HeLa cells were transfected as indicated in the text. Transfected cells were trypsinized and single-cell suspensions were distributed into 12 well plates containing 0.13 mm cover slips. Cells were grown for 15 h at 37°C in DMEM containing 10% FBS. Cells were fixed at -20°C in precooled methanol (-20°C) for 10 minutes followed by two washes in PBS. For antibody staining, coverslips were incubated in a humid chamber at 37°C for 1 hr with primary antibodies at appropriate dilutions in 1% BSA in PBS. Coverslips were washed once in PBS (5 min, room temp) and incubated with Cy2-conjugated secondary antibodies (diluted in 1% BSA in PBS) for 30 min at 37°C in a humid chamber.
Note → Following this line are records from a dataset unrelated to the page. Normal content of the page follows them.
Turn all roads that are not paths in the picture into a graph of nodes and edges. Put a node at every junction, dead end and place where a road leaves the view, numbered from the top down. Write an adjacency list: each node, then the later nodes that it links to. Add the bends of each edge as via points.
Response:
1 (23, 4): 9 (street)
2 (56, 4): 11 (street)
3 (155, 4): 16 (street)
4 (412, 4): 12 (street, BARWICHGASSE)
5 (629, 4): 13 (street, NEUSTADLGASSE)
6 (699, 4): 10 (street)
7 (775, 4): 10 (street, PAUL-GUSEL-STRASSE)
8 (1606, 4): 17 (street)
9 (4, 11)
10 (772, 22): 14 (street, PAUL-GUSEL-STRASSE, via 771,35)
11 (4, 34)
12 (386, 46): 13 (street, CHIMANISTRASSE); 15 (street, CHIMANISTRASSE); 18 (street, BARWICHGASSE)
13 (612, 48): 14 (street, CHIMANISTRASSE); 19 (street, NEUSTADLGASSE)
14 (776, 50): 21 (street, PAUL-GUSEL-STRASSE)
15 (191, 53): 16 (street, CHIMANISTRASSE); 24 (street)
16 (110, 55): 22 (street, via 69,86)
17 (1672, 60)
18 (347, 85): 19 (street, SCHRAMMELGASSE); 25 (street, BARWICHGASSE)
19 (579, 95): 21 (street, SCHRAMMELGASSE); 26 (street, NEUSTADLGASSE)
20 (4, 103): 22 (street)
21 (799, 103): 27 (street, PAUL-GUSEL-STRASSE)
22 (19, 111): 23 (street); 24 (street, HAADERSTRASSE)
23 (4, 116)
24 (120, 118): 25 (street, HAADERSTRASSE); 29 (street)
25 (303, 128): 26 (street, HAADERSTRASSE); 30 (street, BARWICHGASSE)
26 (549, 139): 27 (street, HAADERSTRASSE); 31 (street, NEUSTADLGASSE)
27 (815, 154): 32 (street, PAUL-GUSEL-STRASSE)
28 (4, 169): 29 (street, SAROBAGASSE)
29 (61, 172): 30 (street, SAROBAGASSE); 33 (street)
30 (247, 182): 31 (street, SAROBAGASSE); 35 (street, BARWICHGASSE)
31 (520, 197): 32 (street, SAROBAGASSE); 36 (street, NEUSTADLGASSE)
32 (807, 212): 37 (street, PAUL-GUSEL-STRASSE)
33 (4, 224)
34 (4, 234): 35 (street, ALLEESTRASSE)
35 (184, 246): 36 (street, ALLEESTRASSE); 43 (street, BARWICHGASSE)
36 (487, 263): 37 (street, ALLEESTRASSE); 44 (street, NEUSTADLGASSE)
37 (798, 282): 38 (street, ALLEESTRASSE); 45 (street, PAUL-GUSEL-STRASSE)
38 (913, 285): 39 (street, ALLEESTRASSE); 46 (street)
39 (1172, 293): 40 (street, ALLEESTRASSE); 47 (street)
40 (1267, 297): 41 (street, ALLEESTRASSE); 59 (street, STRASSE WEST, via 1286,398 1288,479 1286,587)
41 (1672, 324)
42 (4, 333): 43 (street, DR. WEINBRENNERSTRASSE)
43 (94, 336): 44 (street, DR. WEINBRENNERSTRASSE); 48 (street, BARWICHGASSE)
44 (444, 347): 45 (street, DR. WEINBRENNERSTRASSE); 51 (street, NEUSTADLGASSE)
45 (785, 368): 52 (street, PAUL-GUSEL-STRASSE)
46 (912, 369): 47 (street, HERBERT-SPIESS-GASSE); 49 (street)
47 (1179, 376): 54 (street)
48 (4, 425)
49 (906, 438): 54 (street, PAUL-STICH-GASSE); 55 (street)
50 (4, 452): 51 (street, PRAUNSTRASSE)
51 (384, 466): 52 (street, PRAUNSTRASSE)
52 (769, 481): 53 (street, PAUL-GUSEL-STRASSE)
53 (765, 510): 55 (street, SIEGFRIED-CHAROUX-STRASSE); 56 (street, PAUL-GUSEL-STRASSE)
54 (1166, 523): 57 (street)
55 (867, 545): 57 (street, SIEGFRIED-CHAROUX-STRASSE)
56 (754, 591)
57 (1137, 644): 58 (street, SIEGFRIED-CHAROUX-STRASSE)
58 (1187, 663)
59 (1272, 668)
Coverslips were then washed twice with PBS and mounted onto microscope slides with glycerol gelatin (Sigma-Aldrich Inc., St. Louis MO) containing 0.1 M N-propyl gallate (Sigma) to prevent photo bleaching. For confocal microscopy, a Zeiss LSM410 inverted laser scanning microscope equipped with a krypton/argon mixed-gas laser was employed. Images were acquired with a Plan-Apochromat 63x/1.4 oil immersion objective (Zeiss). Image quality was enhanced during data acquisition using the LSM line average feature (8x). Post-acquisition digital image enhancement was performed using the LSM software.

Sucrose step gradients were prepared as follows: 2.0 ml of a 60% sucrose solution (in PBS) was placed into the bottom of SW55 centrifuge tubes and overlaid with 2.1 ml of a 20% sucrose solution. Immediately prior to addition of concentrated virus stocks (500 μl), the step gradients were overlaid with 100 μl of either PBS or 1% Triton X-100. This procedure minimized the time of detergent exposure of the virus. Samples were then centrifuged in a SW55Ti rotor (Beckman) for 60 min at 35,000 rpm and 4°C. Three fractions (S1, S2, S3) of 1.1 ml each were collected from the top. Aliquots of each fraction of step gradients were subsequently processed for immunoblotting.